The difference between a unilateral contract and an illusory promise is that when a bilateral contract has an illusory promise in it, one party is bound by his promise while the other party has made an empty promise which does not bind him. That being said, the party who is bound is required to perform an action or provide a service, while getting nothing back in return. In a unilateral contract, while Ben has made a promise and Jerry has not, Ben receives a benefit if Jerry actually mows the lawn. If Jerry does not mow the lawn, Ben doesn’t have to pay the $20.
The second exception to the mutuality rule is made for limited promises.
If a real promise is made, no matter how limited the promise is, lack of mutuality is not a defense to breach of the contract. See Lindner v. Mid Continent Oil Corp 252 S.W.2d 631 (Ark. 1952). For Example:
The Boston Red Sox give Ramon Garcia a three year contract and also give Garcia an option to renew the contract for 2 more years. Thus, the Red Sox are bound for up to five years on the contract. However, the contract also gives Garcia the right to terminate the contract at any time with 30 days notice. During the first month of the season, Garcia does not play well and the Red Sox try to terminate the contract claiming lack of mutuality as a defense. In such a situation the Red Sox will lose, because Garcia is actually bound by the contract for a minimum of 30 days. Thus, this is a real promise, and because it is a real promise, lack of mutuality will not serve as a defense, even though the Red Sox are bound for up to five years while Garcia can get out of the contract after only 30 days.
The third exception to the mutuality rule is for voidable contracts.
A voidable contract is a contract in which one party is bound while the other party can render the contract void at any time. In this situation, the party that can void the contract can enforce the contract against the other party but the other party cannot enforce the contract against him. For example:
The Boston Red Sox offer Ramon Garcia a five year $20 million contract to play baseball for them. Garcia signs the contract, but, at the time, he is only 17 years old. This contract is voidable by Garcia on the grounds of infancy. Therefore, while Garcia can enforce the contract against the Red Sox, the Red Sox cannot enforce the contract against Garcia. That being the case, Garcia can render the contract void and not be bound by its terms if he so chooses. Thus, even though there is no mutuality, the contract is valid so long as Garcia wants it to be.

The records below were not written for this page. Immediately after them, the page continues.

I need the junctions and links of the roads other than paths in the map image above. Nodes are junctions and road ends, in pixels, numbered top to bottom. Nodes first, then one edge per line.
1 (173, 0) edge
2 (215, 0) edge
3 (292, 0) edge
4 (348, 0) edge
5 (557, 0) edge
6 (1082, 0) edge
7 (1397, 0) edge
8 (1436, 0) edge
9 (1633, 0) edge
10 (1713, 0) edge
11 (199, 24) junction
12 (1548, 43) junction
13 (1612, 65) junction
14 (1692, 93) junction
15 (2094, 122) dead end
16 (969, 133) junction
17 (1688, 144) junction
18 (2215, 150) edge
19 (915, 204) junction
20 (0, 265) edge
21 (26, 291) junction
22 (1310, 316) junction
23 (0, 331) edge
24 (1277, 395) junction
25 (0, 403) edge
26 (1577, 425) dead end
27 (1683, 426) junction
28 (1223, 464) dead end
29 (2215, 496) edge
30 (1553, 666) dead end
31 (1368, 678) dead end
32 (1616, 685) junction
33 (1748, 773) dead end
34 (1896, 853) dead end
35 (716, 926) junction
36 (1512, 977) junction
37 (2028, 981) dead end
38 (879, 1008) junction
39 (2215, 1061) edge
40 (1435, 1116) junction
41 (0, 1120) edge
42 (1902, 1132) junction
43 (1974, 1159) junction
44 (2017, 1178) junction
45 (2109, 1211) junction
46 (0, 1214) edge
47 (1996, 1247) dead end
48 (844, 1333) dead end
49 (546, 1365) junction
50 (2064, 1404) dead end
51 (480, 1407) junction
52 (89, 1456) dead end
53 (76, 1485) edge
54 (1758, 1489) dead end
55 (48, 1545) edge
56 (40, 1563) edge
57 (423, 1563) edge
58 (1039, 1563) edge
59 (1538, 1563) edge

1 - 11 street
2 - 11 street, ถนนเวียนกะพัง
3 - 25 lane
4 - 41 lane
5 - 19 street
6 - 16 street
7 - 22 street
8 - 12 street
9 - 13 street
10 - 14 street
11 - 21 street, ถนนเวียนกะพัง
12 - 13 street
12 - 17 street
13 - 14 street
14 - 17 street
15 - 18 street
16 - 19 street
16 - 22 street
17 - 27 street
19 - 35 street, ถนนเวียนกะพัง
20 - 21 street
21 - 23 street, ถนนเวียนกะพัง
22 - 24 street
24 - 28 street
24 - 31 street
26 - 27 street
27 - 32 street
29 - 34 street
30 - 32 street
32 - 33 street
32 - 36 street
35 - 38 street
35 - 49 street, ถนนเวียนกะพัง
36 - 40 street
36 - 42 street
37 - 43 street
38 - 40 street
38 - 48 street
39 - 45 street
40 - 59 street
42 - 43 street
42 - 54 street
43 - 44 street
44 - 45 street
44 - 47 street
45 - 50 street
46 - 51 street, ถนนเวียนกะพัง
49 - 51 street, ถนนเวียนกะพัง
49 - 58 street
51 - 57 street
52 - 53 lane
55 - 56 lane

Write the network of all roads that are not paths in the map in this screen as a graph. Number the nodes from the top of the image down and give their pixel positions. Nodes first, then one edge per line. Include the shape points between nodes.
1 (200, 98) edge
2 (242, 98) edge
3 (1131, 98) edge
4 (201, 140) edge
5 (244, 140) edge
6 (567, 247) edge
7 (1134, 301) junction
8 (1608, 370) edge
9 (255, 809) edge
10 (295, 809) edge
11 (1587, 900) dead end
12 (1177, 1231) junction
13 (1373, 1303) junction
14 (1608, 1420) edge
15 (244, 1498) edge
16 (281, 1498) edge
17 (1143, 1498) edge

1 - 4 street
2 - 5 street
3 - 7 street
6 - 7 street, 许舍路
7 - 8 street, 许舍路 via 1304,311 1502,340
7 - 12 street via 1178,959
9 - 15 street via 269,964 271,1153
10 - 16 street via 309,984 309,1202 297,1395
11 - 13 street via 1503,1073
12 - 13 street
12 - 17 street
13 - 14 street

There are several grounds for making a contract voidable. One of them is if one of the parties is below the age of majority, that is, 18 years old.
The difference between a void contract and a voidable contract is that a void contract is a contract that never had any legal effect, while a voidable contract is a valid contract that can be rendered void by one party if that party so chooses.
The fourth exception to the mutuality rule is for conditional promises.
A conditional promise is a promise that the promisor must perform but only if a specified condition occurs. This is considered a real promise because, if the condition does occur, the promisor must perform his promise and has thus limited his future options. For example:
Ben promises to buy Jerry dinner if the Red Sox win the World Series. This is a conditional promise because Ben only has to fulfill his promise if a specific condition occurs. However, even though there is no mutuality of obligation, this is a real promise because if the Red Sox actually win the World Series, Ben must buy Jerry dinner.
Conditional promises are valid even if the fulfillment or frustration of the specified condition is within the promisor’s control. For example:
Ben promises Jerry that, if Ben ever buys an ice cream corporation, Ben will make Jerry the general manager. This is a conditional promise, because Ben only has to fulfill his promise if he actually buys an ice cream corporation. However, in this case, the fulfillment or frustration of the condition is completely within Ben’s control because he can choose not to buy an ice cream corporation. Despite this fact, this is considered a valid contract.
The fifth exception to the mutuality rule is for alternative promises.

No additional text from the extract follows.